The new "winter" series of Love Island will be filmed in South Africa, whereas the existing summer one, which ends next week, is shot in Majorca, Spain.
The decision to commission a second series a year will be a boost to WPP’s Motion Content Group, which co-produces the show with ITV in the UK.
ITV reported that total advertising revenues fell 5% in the first six months of the year – marginally better than the drop of 6% forecast in May – against tough comparisons with the men’s football World Cup last year.
Online revenue shot up 18%, chiefly from video-on-demand platform ITV Hub.
Dame Carolyn McCall, chief executive of ITV, said Love Island had "definitely" contributed to an "uptick" in ad sales on both linear and VoD channels that meant ITV ended June in a better-than-expected position.
She would not identify the value of ad sales from Love Island, which the broadcaster said was the UK's most-watched show for 16- to 34-year-olds in the first six months of the year, but she said it has taken an "incremental" £8m in revenue from commercial partnerships.
This money was not "spot" ad sales but partnerships such as a Love Island tie-up with make-up brand Fenty, McCall said.
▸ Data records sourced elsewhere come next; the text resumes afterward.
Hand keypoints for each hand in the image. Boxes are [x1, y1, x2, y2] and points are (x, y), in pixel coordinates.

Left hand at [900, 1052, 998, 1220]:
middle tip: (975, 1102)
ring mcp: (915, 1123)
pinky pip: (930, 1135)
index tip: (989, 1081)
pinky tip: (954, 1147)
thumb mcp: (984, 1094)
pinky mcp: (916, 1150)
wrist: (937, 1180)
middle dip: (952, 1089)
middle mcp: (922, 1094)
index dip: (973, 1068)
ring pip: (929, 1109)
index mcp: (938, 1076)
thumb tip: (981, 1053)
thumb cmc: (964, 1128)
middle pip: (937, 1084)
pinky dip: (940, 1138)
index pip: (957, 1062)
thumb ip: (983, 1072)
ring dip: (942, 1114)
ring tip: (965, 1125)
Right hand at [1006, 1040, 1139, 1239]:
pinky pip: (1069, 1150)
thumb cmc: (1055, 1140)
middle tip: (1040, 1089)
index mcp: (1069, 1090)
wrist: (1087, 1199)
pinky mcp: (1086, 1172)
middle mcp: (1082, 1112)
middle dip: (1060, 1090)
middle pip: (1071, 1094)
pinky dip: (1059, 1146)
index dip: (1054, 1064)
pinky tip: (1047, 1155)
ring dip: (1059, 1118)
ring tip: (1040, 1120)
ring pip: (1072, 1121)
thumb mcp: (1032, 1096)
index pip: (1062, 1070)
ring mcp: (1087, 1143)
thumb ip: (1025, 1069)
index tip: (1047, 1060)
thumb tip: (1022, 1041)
Other commercial partners include Uber Eats and I Saw It First.
ITV expects ad sales to be roughly flat in the third quarter – somewhere between 1% increase and 1% decline.
"It’s much harder to read what’s going to happen in each quarter," McCall said, partly because advertisers are "shifting" and "pausing" because of Brexit uncertainty, adding: "The fact it’s been prolonged has affected clients."
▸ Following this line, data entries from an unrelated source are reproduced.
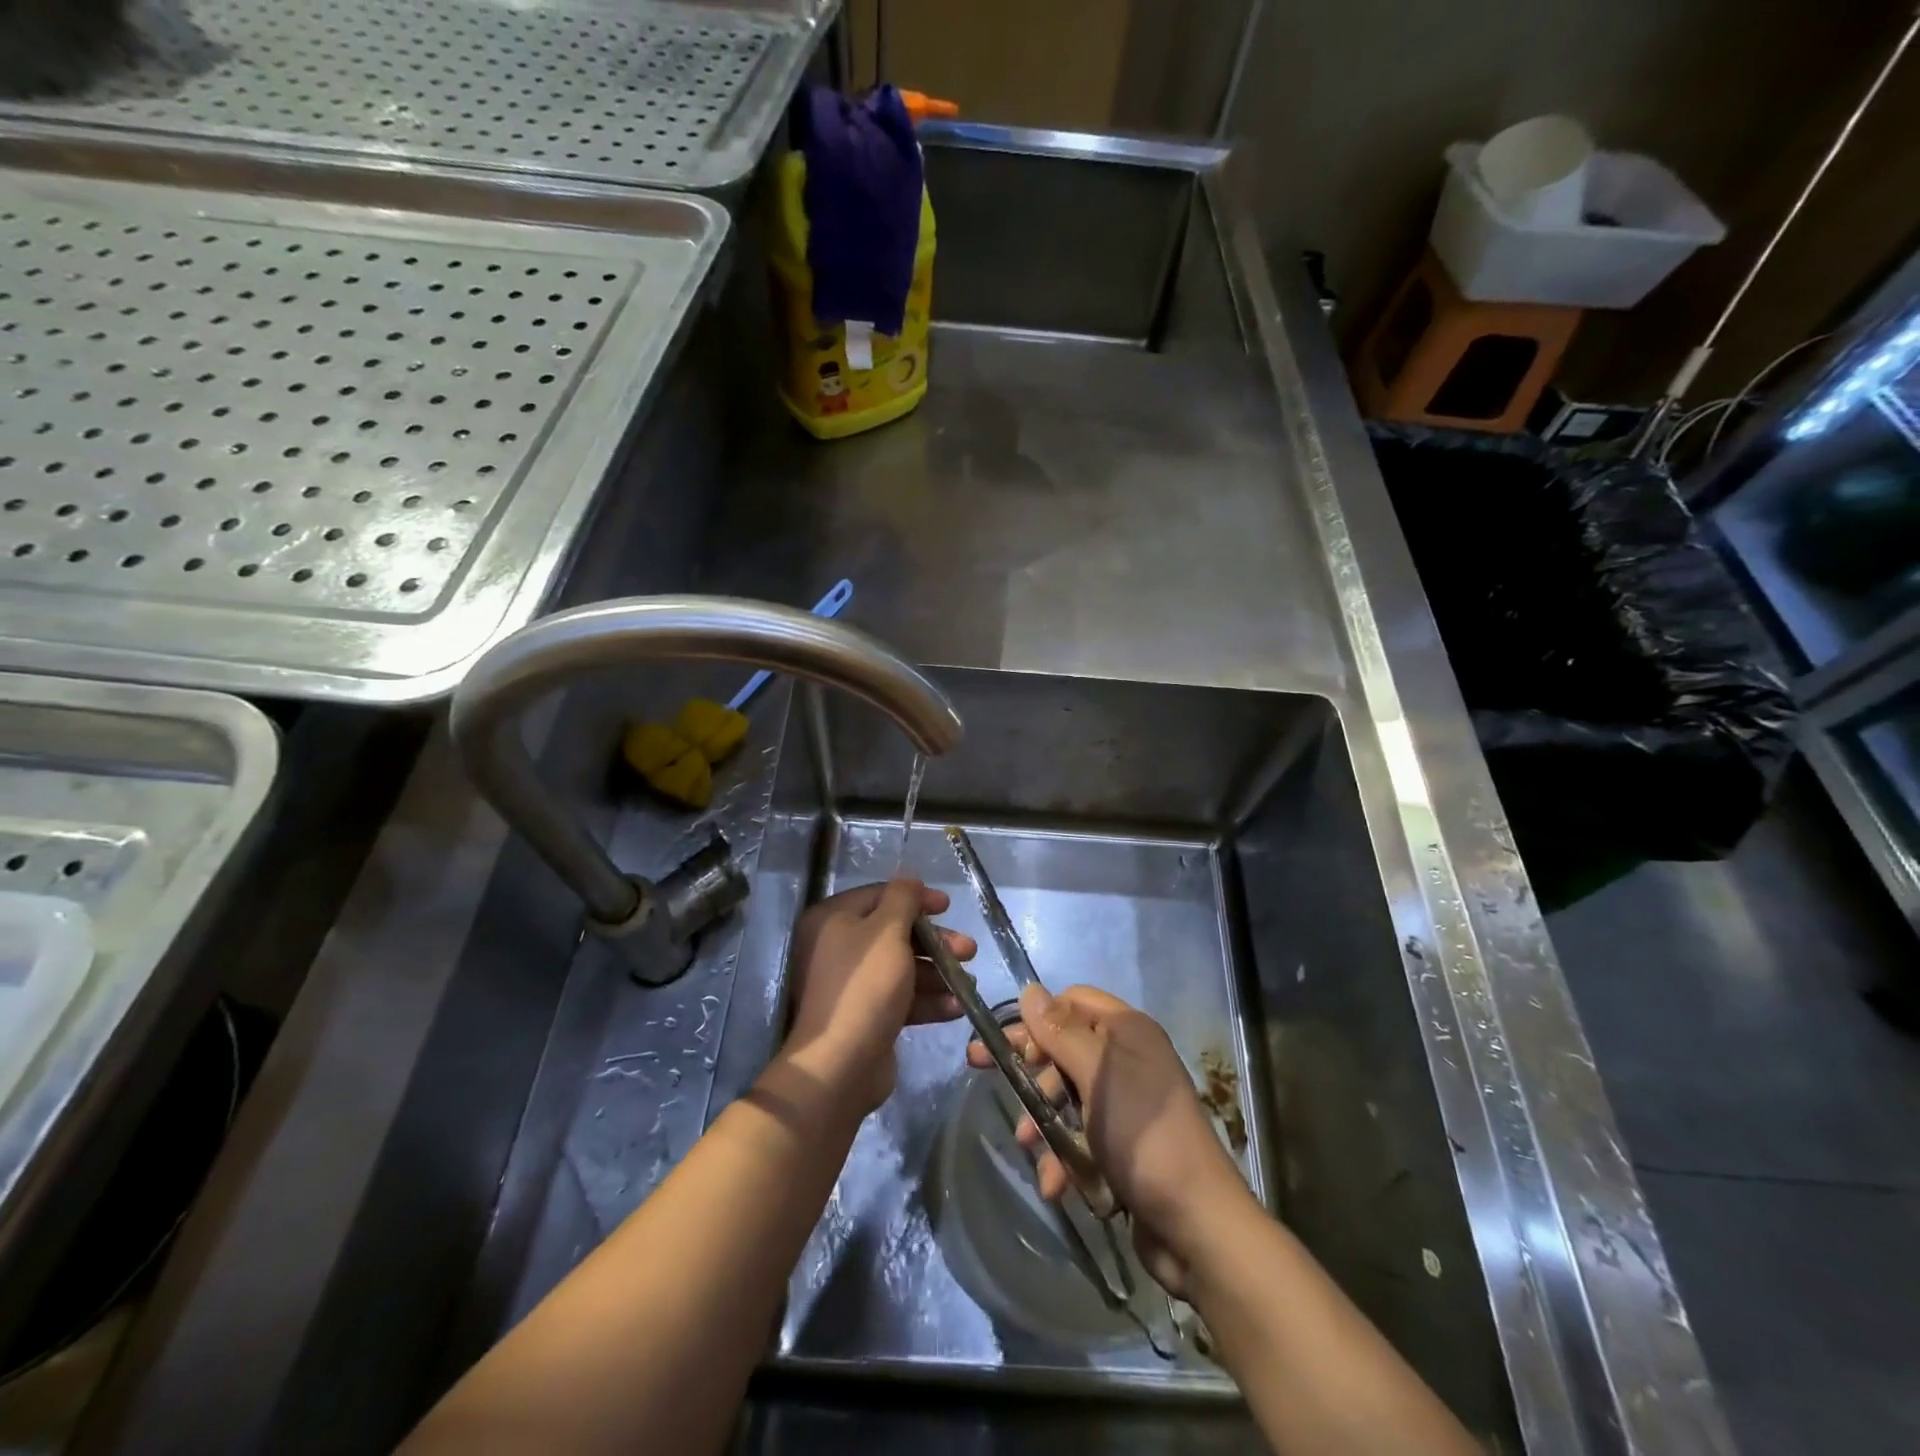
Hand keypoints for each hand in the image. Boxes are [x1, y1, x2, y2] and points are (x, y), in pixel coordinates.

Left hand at [783, 879, 972, 1113]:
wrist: (840, 1065)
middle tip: (968, 949)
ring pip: (902, 967)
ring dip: (938, 973)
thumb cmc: (865, 987)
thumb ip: (902, 900)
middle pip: (895, 933)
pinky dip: (928, 1000)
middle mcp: (838, 947)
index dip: (916, 898)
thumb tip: (910, 881)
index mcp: (833, 920)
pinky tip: (957, 1007)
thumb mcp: (887, 932)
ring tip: (969, 983)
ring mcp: (852, 984)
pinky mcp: (866, 1015)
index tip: (948, 906)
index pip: (880, 896)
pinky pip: (901, 998)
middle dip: (935, 942)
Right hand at [967, 984, 1253, 1295]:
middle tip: (986, 1077)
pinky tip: (1056, 1184)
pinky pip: (1081, 1137)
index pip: (1072, 1001)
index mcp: (1127, 1031)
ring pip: (1067, 1097)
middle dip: (1032, 1073)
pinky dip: (1064, 1157)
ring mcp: (1127, 1104)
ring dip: (1044, 1122)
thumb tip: (1029, 990)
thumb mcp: (1096, 1075)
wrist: (1197, 1225)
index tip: (1003, 1043)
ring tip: (1029, 1146)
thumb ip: (1059, 1032)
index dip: (1037, 1019)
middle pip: (1065, 1048)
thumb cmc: (1143, 1135)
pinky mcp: (1123, 1146)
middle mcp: (1128, 1059)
ITV this week said it would extend its suspension of late booking fees for another three months until the end of October.
Not all advertisers are behaving in the same way
ITV told investors that "the make-up of TV advertisers is changing as new categories and markets are being disrupted by insurgent brands".
This means "some categories are growing rapidly" while others, particularly "high-street, retail and FMCG" companies, are spending less.
Faster-growth categories included online, up 7% (excluding gaming firms because of the comparison with the 2018 football World Cup); publishing and broadcasting, up 10%; government, up 18%; and airlines and holidays, up 22%.
By contrast, entertainment and leisure were down 23% (partly because of the World Cup); cosmetic and toiletries fell 18%; and retail, the biggest category, fell 8%.
ITV insisted advertisers still value TV advertising despite viewers migrating online.
"Research has shown that digital is less effective than TV advertising, but it allows advertisers to gain short-term impact and benefit from low production costs," the company said, citing Ebiquity figures that show £1 invested in TV delivers a £4 return compared with online video advertising delivering a £2 return and online display delivering a £1 return.
Asked how ITV Hub fits into the internet landscape, McCall conceded that "digital" is a "wide term" but pointed out advertising on ITV’s own online platform is "brand safe", "in context" and "trusted" in the same way as broadcast TV.
ITV is investing in "highly targeted" and automated digital advertising on ITV Hub and said it plans to roll out a new programmatic buying platform that will be available for "all major agencies" to use by the fourth quarter.
In a roadmap that it showed to investors, ITV expects to add "supply-side capabilities" and a data management platform in the first half of 2020 and a "fully programmatic, integrated and automated buy and supply-side platform" should be in place by the second half of next year.
Separately, ITV plans to make an extra £5m in efficiency savings this year and a further £15m over the next three years.